[Saved data entries]
============
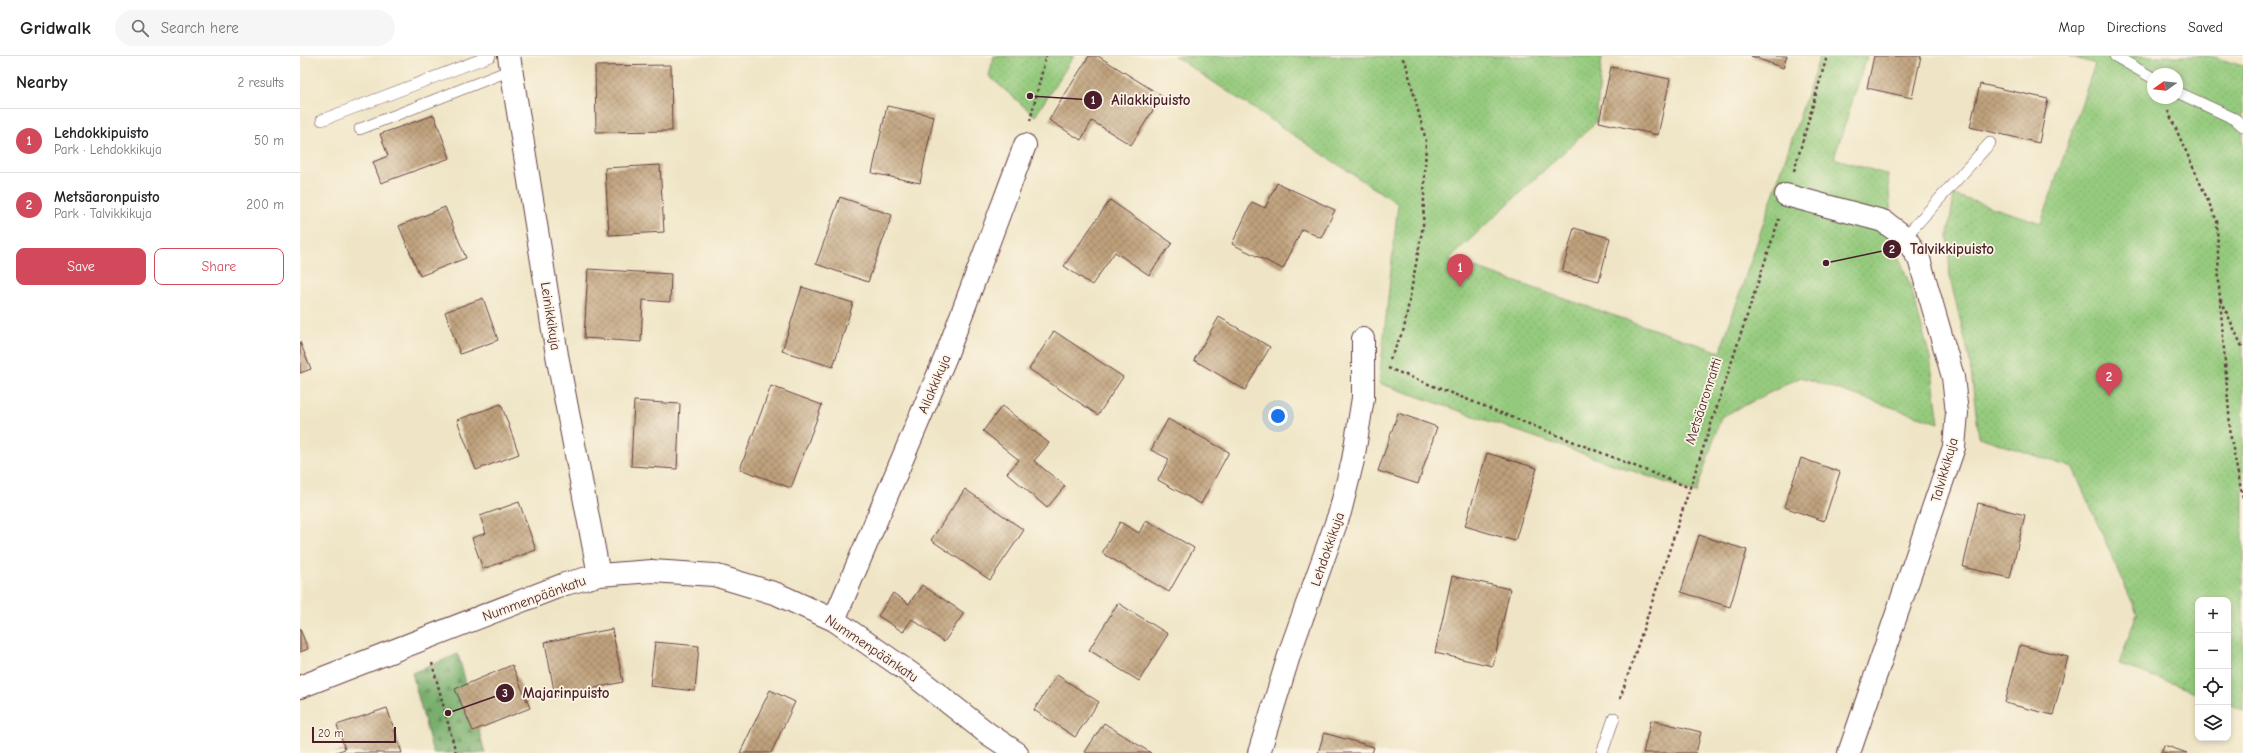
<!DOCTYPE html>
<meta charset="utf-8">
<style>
:root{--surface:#fff;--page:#f6f6f6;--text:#202124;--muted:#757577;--line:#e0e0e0;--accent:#d1495b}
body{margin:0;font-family:"Comic Neue",sans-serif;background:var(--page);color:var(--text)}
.controls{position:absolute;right:12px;bottom:12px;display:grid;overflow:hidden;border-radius:8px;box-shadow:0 2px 6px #0003}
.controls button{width:36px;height:36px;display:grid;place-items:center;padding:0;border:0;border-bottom:1px solid var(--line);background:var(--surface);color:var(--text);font:20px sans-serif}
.compass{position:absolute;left:1847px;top:12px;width:36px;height:36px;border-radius:50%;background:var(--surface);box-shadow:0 2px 6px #0003;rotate:255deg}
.scale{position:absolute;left:12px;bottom:10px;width:84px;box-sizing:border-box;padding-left:4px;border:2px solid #4a1f2b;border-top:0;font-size:11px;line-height:14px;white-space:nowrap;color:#4a1f2b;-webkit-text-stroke:3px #fcf5e5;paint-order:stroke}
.you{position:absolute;left:978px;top:360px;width:14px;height:14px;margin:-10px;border:3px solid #fff;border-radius:50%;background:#1a73e8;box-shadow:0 0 0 6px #1a73e833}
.badge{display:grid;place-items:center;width:26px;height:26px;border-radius:50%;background:var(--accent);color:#fff;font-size:13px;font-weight:700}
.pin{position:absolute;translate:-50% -33px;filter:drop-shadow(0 1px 2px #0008)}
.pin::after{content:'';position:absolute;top:21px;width:14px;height:12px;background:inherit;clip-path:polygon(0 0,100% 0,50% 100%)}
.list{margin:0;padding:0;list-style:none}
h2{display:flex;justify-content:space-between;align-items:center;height:52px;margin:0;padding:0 16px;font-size:17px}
h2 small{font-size:13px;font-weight:400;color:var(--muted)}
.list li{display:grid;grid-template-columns:26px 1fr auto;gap:12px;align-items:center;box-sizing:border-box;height:64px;padding:0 16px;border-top:1px solid var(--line)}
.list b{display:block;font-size:15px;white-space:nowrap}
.list p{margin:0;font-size:13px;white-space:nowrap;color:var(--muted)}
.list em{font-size:13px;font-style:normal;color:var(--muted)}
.actions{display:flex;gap:8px;padding:12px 16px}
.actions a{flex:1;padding:9px 0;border:1px solid var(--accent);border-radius:8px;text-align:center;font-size:14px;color:var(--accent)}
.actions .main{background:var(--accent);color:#fff}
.icon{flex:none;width:22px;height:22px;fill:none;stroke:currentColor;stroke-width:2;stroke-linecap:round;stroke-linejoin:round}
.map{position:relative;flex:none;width:1943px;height:697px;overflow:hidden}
header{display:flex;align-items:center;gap:24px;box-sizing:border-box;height:56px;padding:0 20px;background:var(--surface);border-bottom:1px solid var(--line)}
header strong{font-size:19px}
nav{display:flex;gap:22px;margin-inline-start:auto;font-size:14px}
.search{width:280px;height:36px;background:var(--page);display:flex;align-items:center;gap:10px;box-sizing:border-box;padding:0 14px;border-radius:22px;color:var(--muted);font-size:15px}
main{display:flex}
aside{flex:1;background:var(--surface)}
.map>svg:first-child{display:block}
.grass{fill:url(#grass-dots);stroke:#707554;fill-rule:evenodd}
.forest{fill:url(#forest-firs);stroke:#61674c}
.building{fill:url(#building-cross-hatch)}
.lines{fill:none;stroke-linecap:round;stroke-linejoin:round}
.lane-casing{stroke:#633d42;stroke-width:12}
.street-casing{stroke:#633d42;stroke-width:24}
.path{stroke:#633d42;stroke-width:2.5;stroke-dasharray:3 3;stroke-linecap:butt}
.lane{stroke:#fff;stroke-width:11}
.street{stroke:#fff;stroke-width:22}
.labels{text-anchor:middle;stroke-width:3.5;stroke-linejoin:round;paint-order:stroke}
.street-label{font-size:14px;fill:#4a1f2b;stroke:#fcf5e5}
.leader{fill:none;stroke:#4a1f2b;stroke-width:1.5}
.callout-dot{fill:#4a1f2b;stroke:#fcf5e5;stroke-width:1.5}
.mark-label{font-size:12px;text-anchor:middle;font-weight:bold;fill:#fff}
.callout-label{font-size:15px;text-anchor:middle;font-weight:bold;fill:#4a1f2b;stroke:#fcf5e5;stroke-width:3.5;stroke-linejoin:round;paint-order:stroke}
</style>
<header>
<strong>Gridwalk</strong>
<div class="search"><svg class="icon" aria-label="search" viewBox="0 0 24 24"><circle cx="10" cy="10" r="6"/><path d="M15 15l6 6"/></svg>Search here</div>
<nav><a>Map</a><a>Directions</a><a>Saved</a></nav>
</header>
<main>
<aside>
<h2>Nearby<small>2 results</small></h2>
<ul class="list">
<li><span class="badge">1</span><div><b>Lehdokkipuisto</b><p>Park · Lehdokkikuja</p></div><em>50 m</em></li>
<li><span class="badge">2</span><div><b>Metsäaronpuisto</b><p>Park · Talvikkikuja</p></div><em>200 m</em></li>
</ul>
<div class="actions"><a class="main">Save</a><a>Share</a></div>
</aside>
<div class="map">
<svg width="1943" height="697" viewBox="0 0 1943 697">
<defs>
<pattern id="grass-dots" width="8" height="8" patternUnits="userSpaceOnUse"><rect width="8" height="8" fill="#95cb7e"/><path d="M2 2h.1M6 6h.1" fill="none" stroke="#82ae6d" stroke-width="1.8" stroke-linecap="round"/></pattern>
<pattern id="forest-firs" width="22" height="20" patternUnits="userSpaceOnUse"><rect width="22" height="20" fill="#78af6d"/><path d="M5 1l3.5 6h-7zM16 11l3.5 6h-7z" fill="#648e5a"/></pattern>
<pattern id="building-cross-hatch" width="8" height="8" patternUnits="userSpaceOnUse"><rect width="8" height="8" fill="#bfa17c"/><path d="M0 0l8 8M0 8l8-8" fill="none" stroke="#9d8366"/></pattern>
</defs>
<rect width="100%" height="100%" fill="#fcf5e5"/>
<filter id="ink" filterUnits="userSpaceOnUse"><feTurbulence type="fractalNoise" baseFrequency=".025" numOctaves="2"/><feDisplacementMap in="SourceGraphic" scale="8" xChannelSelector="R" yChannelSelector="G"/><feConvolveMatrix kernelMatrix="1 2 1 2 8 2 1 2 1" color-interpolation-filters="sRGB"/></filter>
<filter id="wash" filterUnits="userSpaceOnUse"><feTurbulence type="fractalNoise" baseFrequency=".012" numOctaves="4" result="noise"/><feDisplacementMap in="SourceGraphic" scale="16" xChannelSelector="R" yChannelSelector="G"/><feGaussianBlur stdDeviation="0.9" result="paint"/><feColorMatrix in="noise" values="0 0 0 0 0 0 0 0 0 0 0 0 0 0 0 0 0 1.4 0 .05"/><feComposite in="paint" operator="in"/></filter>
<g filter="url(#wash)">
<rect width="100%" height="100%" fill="#efe5c6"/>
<path class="grass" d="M 694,0 L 774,0 L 735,60 L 689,20 Z
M 874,0 L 1302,0 L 1296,66 L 1149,203 L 1420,296 L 1520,0 L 1567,0 L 1534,102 L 1588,119 L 1592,182 L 1611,232 L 1630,302 L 1639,367 L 1501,321 L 1421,361 L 1396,437 L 1079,327 L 1098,148 Z
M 1769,0 L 1910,0 L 1943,10 L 1943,654 L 1928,648 L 1928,544 L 1898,544 L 1898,637 L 1819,608 L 1837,557 L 1773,412 L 1679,381 L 1669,300 L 1650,222 L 1648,179 L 1654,139 L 1741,167 L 1795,8 ZM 1853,18 L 1877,18 L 1877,42 L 1853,42 Z"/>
<path class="forest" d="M 158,598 L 185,697 L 133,697 L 112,617 Z"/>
<g id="blocks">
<path class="building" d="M 789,0 L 798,0 L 862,40 L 831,89 L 792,65 L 781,84 L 749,64 Z
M 1451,0 L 1487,0 L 1483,12 Z
M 1574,0 L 1621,0 L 1612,42 L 1567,32 Z
M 371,9 L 372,75 L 296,76 L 295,10 Z
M 1311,11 L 1370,23 L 1358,79 L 1299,66 Z
M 1680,28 L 1748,43 L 1739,87 L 1670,71 Z
M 587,50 L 634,60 L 620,127 L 572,117 Z
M 134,59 L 150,102 L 81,127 L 73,106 L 88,100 L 80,78 Z
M 360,109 L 364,176 L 309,179 L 305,112 Z
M 977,127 L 1035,154 L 1021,182 L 1002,173 L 983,213 L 932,188 L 952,146 L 965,152 Z
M 540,141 L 592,159 L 568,226 L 516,208 Z
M 810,144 L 872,187 L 849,219 L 815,196 L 792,229 L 764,210 Z
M 145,151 L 166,202 L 120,220 L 99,170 Z
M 1274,172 L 1310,182 L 1299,225 L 1262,216 Z
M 288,213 L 371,218 L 370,246 L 343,244 L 341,286 L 284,282 Z
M 502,231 L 553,247 L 533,311 L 482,295 Z
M 183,242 L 198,284 L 160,298 L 145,256 Z
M 919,261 L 970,291 L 945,334 L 894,304 Z
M 754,275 L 823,321 L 798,359 L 729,313 Z
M 0,286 L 11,313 L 0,317 Z
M 471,330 L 522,349 L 491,432 L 440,413 Z
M 334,345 L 380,348 L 377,413 L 331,410 Z
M 201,348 L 219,398 L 176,414 L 157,364 Z
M 702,350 L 749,387 L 734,405 L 765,430 L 747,452 L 707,417 L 719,404 L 683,375 Z
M 1098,357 L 1137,371 L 1118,428 L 1078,415 Z
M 868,363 L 929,396 L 901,448 L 858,424 L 869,403 L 851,394 Z
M 1187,397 L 1237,412 L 1215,485 L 1165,470 Z
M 1501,402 L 1540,416 L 1524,465 L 1484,451 Z
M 665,433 L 724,474 L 690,524 L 631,484 Z
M 219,446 L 236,494 L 183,513 L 172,482 L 186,477 L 180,460 Z
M 1678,447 L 1725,459 L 1710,522 L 1663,511 Z
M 846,464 L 894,492 L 869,536 L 802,497 L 820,466 L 839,477 Z
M 1399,479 L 1447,494 L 1430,551 L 1381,536 Z
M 1152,520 L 1210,533 L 1193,610 L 1135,597 Z
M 622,529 L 664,557 L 644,586 L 612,563 L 603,576 L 578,560 L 593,537 L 609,548 Z
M 818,547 L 868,578 L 839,625 L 789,594 Z
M 0,573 L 8,593 L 0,596 Z
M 312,573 L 323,626 L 255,640 L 245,586 Z
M 355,586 L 399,590 L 395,635 L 350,630 Z
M 1720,589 L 1768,601 L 1753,659 L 1705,647 Z
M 212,609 L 230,652 L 173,675 L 155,633 Z
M 757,619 L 799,646 L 775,681 L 734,654 Z
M 470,634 L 495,646 L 471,697 L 440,697 Z
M 87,652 L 102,697 L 33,697 L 45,693 L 37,669 Z
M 1351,664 L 1401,676 L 1396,697 L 1343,697 Z
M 804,667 L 851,697 L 787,697 L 785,696 Z
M 1024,677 L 1074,691 L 1072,697 L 1018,697 Z
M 1864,689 L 1887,697 L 1861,697 Z"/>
</g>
</g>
<g filter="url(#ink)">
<use href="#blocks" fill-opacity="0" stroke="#633d42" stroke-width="1"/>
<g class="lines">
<g class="lane-casing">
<path id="lane" d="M 1815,0 L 1853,22
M 1877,36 L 1935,63 L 1943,70
M 22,64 L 190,0
M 60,73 L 211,14
M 1605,181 L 1690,87
M 1302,697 L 1314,662"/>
</g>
<g class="street-casing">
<path id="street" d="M 209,0 L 257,299 L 299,519
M 1486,139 L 1583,165 L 1605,181 L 1619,203 L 1653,321 L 1657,357 L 1654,391 L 1549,697
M 534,564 L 646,300 L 725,89
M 0,631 L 265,528 L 299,519 L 352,515 L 414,519 L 477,538 L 534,564 L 616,621 L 687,677 L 717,697
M 959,697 L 992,590 L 1040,456 L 1053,404 L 1063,342 L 1063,283"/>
</g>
<path class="path" d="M 1868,55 L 1917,165 L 1919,230 L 1931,383 L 1943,443
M 730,65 L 746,0
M 1494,115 L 1527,0
M 1921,244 L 1943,293
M 1090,303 L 1104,273 L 1123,170 L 1126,85 L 1106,8 L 1101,0
M 1088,312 L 1390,432
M 132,607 L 156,697
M 1320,643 L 1479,163"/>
<use href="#lane" class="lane"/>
<use href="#street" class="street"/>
</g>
</g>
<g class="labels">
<g class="street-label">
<text transform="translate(251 260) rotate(81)" y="5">Leinikkikuja</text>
<text transform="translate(634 328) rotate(-67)" y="5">Ailakkikuja</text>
<text transform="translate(1403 345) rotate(-72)" y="5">Metsäaronraitti</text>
<text transform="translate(1644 414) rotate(-74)" y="5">Talvikkikuja</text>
<text transform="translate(1027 493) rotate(-71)" y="5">Lehdokkikuja</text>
<text transform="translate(234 542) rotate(-20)" y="5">Nummenpäänkatu</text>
<text transform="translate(572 592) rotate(34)" y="5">Nummenpäänkatu</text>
</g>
</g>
<path class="leader" d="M730 40L793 44M1526 207L1592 193M148 657L205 637"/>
<g class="callout-dot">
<circle cx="730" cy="40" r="4"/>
<circle cx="1526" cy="207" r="4"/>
<circle cx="148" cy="657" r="4"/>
<circle cx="793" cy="44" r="10"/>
<circle cx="1592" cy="193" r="10"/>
<circle cx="205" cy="637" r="10"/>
</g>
<g class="mark-label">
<text x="793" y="48">1</text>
<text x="1592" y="197">2</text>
<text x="205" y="641">3</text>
</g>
<g class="callout-label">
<text x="851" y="49">Ailakkipuisto</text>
<text x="1652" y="198">Talvikkipuisto</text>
<text x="266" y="642">Majarinpuisto</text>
</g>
</svg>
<div class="controls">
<button>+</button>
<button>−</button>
<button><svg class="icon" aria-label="locate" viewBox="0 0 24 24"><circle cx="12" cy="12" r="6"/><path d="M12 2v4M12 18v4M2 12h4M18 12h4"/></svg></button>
<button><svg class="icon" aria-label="layers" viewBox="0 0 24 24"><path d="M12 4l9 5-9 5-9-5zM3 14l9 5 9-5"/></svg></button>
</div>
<svg class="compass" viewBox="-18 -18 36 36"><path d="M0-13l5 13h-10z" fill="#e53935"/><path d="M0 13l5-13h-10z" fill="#757577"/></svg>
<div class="scale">20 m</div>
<div class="you"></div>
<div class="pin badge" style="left:1160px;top:231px">1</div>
<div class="pin badge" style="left:1809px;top:340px">2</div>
</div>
</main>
============
» What needs to be done: Only the lines above that include the word "fractalNoise" belong in the answer; copy each one.

» Answer section:
<filter id="ink" filterUnits="userSpaceOnUse"><feTurbulence type="fractalNoise" baseFrequency=".025" numOctaves="2"/><feDisplacementMap in="SourceGraphic" scale="8" xChannelSelector="R" yChannelSelector="G"/><feConvolveMatrix kernelMatrix="1 2 1 2 8 2 1 2 1" color-interpolation-filters="sRGB"/></filter>
<filter id="wash" filterUnits="userSpaceOnUse"><feTurbulence type="fractalNoise" baseFrequency=".012" numOctaves="4" result="noise"/><feDisplacementMap in="SourceGraphic" scale="16" xChannelSelector="R" yChannelSelector="G"/><feGaussianBlur stdDeviation="0.9" result="paint"/><feColorMatrix in="noise" values="0 0 0 0 0 0 0 0 0 0 0 0 0 0 0 0 0 1.4 0 .05"/><feComposite in="paint" operator="in"/></filter>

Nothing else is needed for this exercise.